Division of Spine Surgery, Department of Orthopedic Surgery, The Affiliated Hospital of Nanjing University Medical School, Nanjing 210000, China.
Diagnostics (Basel). 2024 Jun 14;14(12):1263. doi: 10.3390/diagnostics14121263.

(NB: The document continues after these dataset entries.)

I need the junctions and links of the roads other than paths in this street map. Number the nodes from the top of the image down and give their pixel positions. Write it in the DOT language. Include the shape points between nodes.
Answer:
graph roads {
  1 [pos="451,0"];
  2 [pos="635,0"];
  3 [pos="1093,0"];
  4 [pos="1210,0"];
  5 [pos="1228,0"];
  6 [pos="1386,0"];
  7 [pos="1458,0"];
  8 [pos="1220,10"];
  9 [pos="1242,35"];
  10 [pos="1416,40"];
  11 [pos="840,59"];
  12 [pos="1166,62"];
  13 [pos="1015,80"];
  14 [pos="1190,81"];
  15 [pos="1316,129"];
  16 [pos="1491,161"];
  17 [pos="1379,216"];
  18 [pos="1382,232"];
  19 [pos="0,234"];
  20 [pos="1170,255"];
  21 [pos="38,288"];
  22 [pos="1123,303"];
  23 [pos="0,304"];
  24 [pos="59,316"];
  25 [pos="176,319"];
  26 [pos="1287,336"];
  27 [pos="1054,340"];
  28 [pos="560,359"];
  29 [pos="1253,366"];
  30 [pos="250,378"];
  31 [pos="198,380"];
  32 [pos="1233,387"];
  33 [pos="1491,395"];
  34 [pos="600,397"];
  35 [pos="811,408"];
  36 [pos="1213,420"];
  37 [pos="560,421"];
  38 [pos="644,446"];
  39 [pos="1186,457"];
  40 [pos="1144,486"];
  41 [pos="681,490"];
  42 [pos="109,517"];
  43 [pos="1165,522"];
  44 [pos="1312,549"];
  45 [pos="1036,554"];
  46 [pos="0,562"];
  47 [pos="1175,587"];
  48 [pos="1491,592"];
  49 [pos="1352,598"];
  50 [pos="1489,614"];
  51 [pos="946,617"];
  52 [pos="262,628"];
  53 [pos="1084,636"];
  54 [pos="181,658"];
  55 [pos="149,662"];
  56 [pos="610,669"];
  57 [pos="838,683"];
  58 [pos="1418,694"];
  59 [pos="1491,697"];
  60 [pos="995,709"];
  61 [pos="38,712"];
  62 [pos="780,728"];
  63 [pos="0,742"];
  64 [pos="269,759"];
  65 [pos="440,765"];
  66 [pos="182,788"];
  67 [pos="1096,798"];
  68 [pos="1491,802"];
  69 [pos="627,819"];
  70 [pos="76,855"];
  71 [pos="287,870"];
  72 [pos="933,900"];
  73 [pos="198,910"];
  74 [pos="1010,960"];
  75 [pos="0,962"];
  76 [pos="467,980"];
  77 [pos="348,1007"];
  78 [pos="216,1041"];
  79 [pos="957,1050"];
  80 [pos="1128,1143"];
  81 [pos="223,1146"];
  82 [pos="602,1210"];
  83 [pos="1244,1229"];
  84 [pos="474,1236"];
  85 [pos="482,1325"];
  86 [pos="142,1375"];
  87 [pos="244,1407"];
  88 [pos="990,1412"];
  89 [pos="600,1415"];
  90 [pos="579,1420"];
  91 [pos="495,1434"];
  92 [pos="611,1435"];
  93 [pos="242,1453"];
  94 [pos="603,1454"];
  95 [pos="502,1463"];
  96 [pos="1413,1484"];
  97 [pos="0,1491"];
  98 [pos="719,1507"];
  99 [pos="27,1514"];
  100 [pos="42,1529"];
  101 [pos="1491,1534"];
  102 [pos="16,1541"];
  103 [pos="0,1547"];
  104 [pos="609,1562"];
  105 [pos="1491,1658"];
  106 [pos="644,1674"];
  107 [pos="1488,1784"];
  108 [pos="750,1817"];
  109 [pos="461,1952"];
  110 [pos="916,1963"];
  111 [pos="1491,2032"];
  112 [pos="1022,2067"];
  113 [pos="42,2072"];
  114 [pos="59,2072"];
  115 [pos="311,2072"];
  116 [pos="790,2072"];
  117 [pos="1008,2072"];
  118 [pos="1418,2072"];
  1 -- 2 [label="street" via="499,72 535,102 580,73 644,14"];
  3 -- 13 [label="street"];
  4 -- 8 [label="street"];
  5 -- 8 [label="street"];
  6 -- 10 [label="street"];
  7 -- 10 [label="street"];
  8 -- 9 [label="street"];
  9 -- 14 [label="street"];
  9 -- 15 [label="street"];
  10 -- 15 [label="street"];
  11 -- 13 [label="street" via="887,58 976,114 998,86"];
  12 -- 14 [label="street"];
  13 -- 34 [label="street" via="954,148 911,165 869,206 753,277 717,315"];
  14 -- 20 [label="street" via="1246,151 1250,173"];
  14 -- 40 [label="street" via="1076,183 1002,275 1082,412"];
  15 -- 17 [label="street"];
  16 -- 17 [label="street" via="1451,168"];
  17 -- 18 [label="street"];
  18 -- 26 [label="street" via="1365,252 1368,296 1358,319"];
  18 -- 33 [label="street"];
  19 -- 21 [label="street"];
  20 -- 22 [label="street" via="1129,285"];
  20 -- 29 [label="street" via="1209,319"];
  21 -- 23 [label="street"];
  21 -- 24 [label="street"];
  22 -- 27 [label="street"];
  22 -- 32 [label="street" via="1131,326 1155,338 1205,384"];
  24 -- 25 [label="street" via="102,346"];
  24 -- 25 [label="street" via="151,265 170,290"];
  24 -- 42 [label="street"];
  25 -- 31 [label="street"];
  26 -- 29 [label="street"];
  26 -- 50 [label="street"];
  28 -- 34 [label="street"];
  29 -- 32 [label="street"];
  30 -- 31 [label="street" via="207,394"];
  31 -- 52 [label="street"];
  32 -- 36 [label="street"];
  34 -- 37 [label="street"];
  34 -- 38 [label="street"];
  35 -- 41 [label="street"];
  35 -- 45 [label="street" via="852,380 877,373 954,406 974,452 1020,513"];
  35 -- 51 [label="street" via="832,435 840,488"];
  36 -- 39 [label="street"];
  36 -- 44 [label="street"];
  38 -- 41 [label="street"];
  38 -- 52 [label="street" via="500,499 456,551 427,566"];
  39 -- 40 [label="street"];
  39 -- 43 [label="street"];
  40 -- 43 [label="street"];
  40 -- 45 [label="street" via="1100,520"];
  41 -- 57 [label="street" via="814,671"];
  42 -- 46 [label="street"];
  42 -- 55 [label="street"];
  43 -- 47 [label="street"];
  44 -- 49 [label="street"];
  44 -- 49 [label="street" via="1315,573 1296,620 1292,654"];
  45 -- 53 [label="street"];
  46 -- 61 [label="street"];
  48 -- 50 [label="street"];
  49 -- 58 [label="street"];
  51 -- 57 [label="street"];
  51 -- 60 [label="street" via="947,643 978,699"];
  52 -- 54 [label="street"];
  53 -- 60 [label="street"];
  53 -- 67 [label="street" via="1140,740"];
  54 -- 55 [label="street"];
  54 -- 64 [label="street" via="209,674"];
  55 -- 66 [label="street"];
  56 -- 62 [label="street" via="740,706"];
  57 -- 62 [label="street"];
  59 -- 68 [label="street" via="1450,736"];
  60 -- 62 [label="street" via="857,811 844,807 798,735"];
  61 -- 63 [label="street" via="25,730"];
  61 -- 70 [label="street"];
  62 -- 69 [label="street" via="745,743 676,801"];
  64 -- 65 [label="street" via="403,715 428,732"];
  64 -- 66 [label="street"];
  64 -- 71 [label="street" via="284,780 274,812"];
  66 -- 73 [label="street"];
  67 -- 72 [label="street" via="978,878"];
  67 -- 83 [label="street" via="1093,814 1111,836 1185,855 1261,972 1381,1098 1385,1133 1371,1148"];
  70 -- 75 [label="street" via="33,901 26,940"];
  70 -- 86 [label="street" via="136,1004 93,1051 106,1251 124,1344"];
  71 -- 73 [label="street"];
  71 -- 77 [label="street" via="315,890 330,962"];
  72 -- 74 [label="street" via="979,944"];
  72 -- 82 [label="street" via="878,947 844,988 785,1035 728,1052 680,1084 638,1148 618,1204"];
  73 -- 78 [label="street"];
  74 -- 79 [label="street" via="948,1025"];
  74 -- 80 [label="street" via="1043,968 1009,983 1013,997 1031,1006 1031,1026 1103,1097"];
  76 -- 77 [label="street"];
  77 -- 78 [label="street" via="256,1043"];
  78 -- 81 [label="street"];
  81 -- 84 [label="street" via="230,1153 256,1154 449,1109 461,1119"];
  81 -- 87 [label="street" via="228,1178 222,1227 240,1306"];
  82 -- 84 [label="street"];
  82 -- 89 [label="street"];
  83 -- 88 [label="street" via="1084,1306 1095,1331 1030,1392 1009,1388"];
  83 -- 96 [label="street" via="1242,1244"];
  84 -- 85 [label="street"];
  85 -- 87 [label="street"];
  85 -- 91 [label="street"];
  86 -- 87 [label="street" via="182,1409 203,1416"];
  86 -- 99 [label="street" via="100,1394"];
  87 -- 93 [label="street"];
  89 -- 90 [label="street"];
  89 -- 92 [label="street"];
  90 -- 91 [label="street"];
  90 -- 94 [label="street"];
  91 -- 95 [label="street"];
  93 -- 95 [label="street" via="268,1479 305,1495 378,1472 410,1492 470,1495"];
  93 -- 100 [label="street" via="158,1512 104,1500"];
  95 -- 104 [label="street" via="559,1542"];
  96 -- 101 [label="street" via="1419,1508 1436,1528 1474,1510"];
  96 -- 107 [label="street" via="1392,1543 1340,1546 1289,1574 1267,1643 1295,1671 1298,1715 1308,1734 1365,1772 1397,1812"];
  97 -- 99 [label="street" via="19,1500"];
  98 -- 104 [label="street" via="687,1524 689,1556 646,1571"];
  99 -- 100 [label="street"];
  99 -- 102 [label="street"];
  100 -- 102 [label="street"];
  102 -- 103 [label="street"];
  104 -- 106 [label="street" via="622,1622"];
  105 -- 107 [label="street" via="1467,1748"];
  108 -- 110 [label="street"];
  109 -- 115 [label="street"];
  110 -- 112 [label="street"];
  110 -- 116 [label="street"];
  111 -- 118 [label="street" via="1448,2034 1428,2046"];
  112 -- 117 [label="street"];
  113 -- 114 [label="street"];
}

Scoliosis, characterized by spine deformity, is most common in adolescent idiopathic scoliosis (AIS). Manual Cobb angle measurement limitations underscore the need for automated tools. This study employed a vertebral landmark extraction method and Feedforward Neural Network (FNN) to predict scoliosis progression in 79 AIS patients. The novel intervertebral angles matrix format showcased results. The mean absolute error for the intervertebral angle progression was 1.5 degrees, while the Pearson correlation of the predicted Cobb angles was 0.86. The accuracy in classifying Cobb angles (<15°, 15-25°, 25-35°, 35-45°, >45°) was 0.85, with 0.65 sensitivity and 0.91 specificity. The FNN demonstrated superior accuracy, sensitivity, and specificity, aiding in tailored treatments for potential scoliosis progression. Addressing FNNs' over-fitting issue through strategies like "dropout" or regularization could further enhance their performance. This study presents a promising step towards automated scoliosis diagnosis and prognosis.
脊柱侧弯以脊柱畸形为特征,在青少年特发性脊柱侧弯(AIS)中最为常见。手动测量Cobb角存在局限性,这凸显了对自动化工具的需求。本研究采用椎体标志点提取方法和前馈神经网络(FNN)来预测79例AIS患者的脊柱侧弯进展情况。新颖的椎间角度矩阵形式展示了结果。椎间角度进展的平均绝对误差为1.5度,而预测的Cobb角的Pearson相关性为0.86。对Cobb角(<15°、15 - 25°、25 - 35°、35 - 45°、>45°)进行分类的准确率为0.85,灵敏度为0.65,特异性为0.91。FNN显示出更高的准确率、灵敏度和特异性,有助于针对潜在的脊柱侧弯进展制定个性化治疗方案。通过“随机失活”或正则化等策略解决FNN的过拟合问题,可进一步提高其性能。本研究朝着自动化脊柱侧弯诊断和预后迈出了有前景的一步。